Steven works with the following active trusts:
- ABB Lummus Global Inc. 524(g) Asbestos PI Trust
- ACandS Asbestos Settlement Trust
- Armstrong World Industries Asbestos Personal Injury Settlement Trust
- ARTRA Asbestos Trust
- ASARCO Asbestos Personal Injury Settlement Trust
- Babcock & Wilcox Asbestos Personal Injury Settlement Trust
- Celotex Asbestos Settlement Trust
- Combustion Engineering 524(g) Asbestos PI Trust
- The Congoleum Plan Trust
- Dll Industries, LLC Asbestos PI Trust
- Federal Mogul Asbestos Personal Injury Trust
- The Flintkote Asbestos Trust
- G-I Holdings Inc. Asbestos Personal Injury Settlement Trust
- J.T. Thorpe Settlement Trust
- Kaiser Asbestos Personal Injury Trust
- Leslie Controls, Inc. Asbestos Personal Injury Trust
- Motors Liquidation Company Asbestos PI Trust
- North American Refractories Company Asbestos Personal Injury Settlement Trust
- Owens Corning/Fibreboard Asbestos Personal Injury Trust
- Pittsburgh Corning Corporation Asbestos Personal Injury Settlement Trust
- Plant Asbestos Settlement Trust
- The Plibrico Asbestos Trust
- T H Agriculture & Nutrition, L.L.C. Asbestos Personal Injury Trust
- Thorpe Insulation Settlement Trust
- United States Gypsum Asbestos Personal Injury Settlement Trust
- Western Asbestos Settlement Trust
- W.R. Grace Asbestos PI Trust`
- Garlock Sealing Technologies Trust
Steven works with the following active bankruptcies:
- Bestwall LLC: The reorganization of Georgia-Pacific LLC, where he chairs the asbestos creditors committee; and
- Energy Future Holdings Corp.: Where he was one of two asbestos lawyers on the general creditors committee and is the lead objector on the appeal from an order confirming the plan of reorganization.
Mesothelioma research, education
Steven and the firm established the Kazan McClain Partners Foundation Inc. in 1994 to support institutions that fight for the little guy and provide funding for mesothelioma research. To date, the foundation has given out more than $20 million in grant money to help make a difference in people’s lives. The foundation worked with University of Chicago researchers to fund pleural mesothelioma research, which was presented at the International Mesothelioma Interest Group conference in May 2018. The foundation also supports thoracic cancer programs at UCSF and Stanford.
The Kazan McClain Partners Foundation also funds scholarships for law students and youth interested in careers in government or law. The foundation also helps many organizations, such as the East Bay Community Law Center, that provide legal services and education to underserved communities.

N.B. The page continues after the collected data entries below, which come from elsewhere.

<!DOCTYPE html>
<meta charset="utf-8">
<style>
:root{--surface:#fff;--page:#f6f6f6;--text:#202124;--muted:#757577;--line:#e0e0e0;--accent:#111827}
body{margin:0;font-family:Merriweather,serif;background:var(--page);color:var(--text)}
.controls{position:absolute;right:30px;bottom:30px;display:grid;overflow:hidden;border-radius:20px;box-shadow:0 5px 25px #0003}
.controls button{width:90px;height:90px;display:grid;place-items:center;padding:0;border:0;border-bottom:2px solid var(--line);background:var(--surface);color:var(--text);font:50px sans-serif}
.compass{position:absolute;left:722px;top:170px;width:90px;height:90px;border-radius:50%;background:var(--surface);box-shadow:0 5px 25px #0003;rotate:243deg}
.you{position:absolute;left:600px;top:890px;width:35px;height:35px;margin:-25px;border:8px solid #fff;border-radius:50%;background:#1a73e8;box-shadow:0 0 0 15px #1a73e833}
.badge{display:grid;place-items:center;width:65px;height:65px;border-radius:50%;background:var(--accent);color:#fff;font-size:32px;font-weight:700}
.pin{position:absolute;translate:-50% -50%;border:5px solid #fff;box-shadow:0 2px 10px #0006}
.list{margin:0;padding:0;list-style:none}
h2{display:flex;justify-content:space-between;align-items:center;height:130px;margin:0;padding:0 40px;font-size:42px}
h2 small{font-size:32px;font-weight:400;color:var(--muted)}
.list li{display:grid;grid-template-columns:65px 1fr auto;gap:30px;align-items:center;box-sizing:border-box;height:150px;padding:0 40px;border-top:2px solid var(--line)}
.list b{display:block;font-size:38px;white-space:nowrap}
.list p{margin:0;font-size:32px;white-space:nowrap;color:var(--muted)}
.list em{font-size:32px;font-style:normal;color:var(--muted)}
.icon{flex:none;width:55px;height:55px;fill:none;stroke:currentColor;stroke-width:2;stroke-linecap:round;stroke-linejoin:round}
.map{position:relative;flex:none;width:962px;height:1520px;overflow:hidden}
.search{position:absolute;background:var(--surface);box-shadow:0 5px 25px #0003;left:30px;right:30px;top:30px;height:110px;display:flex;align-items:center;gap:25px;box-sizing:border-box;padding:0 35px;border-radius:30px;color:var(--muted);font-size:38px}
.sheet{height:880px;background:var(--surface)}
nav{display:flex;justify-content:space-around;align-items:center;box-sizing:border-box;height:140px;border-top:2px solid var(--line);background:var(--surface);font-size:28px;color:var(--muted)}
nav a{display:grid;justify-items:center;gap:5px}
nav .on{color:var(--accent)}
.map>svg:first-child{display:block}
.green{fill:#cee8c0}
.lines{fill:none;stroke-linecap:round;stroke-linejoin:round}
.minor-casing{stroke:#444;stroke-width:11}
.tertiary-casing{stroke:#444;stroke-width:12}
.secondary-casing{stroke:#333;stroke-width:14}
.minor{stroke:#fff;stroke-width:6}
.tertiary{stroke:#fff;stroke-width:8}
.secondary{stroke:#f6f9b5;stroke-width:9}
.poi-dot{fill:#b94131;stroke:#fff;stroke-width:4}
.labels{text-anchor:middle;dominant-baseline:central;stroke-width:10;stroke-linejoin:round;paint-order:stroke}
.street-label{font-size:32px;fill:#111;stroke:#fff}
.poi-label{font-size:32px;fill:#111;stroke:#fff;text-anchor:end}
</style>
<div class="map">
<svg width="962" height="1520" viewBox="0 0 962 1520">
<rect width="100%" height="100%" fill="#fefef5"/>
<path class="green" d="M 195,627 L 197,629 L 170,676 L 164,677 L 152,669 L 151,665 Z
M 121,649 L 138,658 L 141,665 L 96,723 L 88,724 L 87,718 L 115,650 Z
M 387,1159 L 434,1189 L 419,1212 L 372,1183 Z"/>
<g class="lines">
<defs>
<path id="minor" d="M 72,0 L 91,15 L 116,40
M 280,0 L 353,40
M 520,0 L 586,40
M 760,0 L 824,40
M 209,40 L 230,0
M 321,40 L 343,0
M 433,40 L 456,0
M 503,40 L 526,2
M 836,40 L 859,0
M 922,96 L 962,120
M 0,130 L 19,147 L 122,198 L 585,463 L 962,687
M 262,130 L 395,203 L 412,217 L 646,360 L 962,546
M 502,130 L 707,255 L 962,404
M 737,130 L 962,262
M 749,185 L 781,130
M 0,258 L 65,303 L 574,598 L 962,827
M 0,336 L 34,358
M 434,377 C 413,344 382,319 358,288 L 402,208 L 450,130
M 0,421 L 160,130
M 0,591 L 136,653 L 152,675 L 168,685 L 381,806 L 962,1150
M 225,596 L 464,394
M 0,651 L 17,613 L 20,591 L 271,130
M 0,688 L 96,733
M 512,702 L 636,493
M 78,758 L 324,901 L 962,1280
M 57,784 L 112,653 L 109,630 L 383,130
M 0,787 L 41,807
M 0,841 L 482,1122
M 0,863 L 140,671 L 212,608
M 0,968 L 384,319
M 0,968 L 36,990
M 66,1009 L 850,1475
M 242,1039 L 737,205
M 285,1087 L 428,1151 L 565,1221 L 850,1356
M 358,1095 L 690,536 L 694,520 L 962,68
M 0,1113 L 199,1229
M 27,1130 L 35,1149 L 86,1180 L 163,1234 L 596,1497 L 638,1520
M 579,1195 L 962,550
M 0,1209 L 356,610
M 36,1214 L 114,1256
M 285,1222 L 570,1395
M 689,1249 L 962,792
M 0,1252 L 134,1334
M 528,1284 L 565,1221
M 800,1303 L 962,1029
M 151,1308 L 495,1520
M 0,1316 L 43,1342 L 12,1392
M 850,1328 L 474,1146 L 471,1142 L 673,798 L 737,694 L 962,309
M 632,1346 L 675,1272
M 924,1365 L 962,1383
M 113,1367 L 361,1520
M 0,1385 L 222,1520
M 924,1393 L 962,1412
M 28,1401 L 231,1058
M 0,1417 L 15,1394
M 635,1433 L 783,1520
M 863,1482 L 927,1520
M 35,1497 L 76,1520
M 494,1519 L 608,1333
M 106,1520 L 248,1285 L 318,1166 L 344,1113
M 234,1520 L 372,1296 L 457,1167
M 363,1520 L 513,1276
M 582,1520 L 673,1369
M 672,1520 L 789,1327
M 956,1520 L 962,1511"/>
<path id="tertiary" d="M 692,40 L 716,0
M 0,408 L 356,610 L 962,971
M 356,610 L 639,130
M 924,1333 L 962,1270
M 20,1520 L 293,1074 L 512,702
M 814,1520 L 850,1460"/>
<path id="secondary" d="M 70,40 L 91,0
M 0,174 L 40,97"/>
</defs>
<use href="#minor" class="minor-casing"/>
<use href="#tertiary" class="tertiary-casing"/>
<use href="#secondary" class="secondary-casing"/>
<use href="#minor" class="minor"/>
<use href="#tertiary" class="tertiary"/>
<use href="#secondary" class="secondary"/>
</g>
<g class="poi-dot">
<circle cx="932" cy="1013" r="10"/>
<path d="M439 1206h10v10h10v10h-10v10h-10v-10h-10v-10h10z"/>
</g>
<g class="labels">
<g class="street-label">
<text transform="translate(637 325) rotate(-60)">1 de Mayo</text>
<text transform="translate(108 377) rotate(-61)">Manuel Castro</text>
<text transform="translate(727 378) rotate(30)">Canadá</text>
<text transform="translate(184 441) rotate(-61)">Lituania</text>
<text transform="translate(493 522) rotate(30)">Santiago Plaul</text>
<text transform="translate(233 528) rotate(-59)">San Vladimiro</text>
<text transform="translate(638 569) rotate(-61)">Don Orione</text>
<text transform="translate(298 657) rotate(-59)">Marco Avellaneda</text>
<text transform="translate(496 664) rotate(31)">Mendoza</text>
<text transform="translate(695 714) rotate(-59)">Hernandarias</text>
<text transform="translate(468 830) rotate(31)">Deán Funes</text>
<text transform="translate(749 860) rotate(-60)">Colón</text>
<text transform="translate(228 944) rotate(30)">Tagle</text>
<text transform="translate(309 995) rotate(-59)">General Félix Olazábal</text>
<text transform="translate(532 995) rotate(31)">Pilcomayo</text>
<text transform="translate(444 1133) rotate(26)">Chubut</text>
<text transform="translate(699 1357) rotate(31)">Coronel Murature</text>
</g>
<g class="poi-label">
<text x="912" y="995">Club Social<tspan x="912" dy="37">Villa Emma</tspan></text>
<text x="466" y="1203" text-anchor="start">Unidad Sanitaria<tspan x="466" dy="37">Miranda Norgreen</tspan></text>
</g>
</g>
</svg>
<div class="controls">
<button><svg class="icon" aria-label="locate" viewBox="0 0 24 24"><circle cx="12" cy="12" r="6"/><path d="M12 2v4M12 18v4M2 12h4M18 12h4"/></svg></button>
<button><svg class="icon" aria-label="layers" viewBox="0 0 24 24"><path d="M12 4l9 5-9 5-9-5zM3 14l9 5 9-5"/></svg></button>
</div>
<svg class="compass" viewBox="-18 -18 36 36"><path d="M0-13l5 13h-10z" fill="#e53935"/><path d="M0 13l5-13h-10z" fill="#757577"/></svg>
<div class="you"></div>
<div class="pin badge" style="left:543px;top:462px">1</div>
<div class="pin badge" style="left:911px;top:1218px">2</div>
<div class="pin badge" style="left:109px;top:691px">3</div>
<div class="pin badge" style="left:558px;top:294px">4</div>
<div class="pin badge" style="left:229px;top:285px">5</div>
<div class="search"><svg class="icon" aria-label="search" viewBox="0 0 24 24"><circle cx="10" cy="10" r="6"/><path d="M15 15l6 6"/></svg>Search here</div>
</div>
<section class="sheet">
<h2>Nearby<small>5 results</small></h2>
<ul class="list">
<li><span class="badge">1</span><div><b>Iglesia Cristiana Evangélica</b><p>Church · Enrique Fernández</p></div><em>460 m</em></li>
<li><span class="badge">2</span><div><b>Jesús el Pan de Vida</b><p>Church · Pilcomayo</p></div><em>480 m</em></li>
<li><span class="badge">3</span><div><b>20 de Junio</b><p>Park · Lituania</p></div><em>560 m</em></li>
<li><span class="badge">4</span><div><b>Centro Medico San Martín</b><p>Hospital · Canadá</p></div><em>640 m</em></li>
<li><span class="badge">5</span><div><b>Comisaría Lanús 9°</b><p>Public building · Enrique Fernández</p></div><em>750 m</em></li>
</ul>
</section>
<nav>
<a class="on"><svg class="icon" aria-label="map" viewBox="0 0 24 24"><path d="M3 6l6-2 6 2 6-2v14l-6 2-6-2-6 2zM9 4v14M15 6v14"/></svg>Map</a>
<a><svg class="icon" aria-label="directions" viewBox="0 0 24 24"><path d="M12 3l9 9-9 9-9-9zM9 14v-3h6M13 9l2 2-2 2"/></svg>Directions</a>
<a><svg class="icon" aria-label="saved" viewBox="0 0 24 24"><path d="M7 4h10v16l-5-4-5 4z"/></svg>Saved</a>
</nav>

Steven is also the President and CEO of the Allen E. Broussard Law School Scholarship Foundation. This scholarship is offered to law students with the goal of “promoting diversity in the legal profession by assisting under represented law students to take their place at the table.”
Awards
Steven has won numerous citations and awards for his groundbreaking asbestos litigation work. He has been named to Super Lawyers and made the Best Lawyers list 10 times; the U.S. Chamber of Commerce selected his firm as a Top Plaintiffs’ Firm for Asbestos Litigation. In 2017, Steven received the prestigious Consumer Attorneys of California Edward I. Pollock Award “in recognition of many years of dedication, outstanding efforts and effectiveness on behalf of the causes and ideals” of consumer attorneys.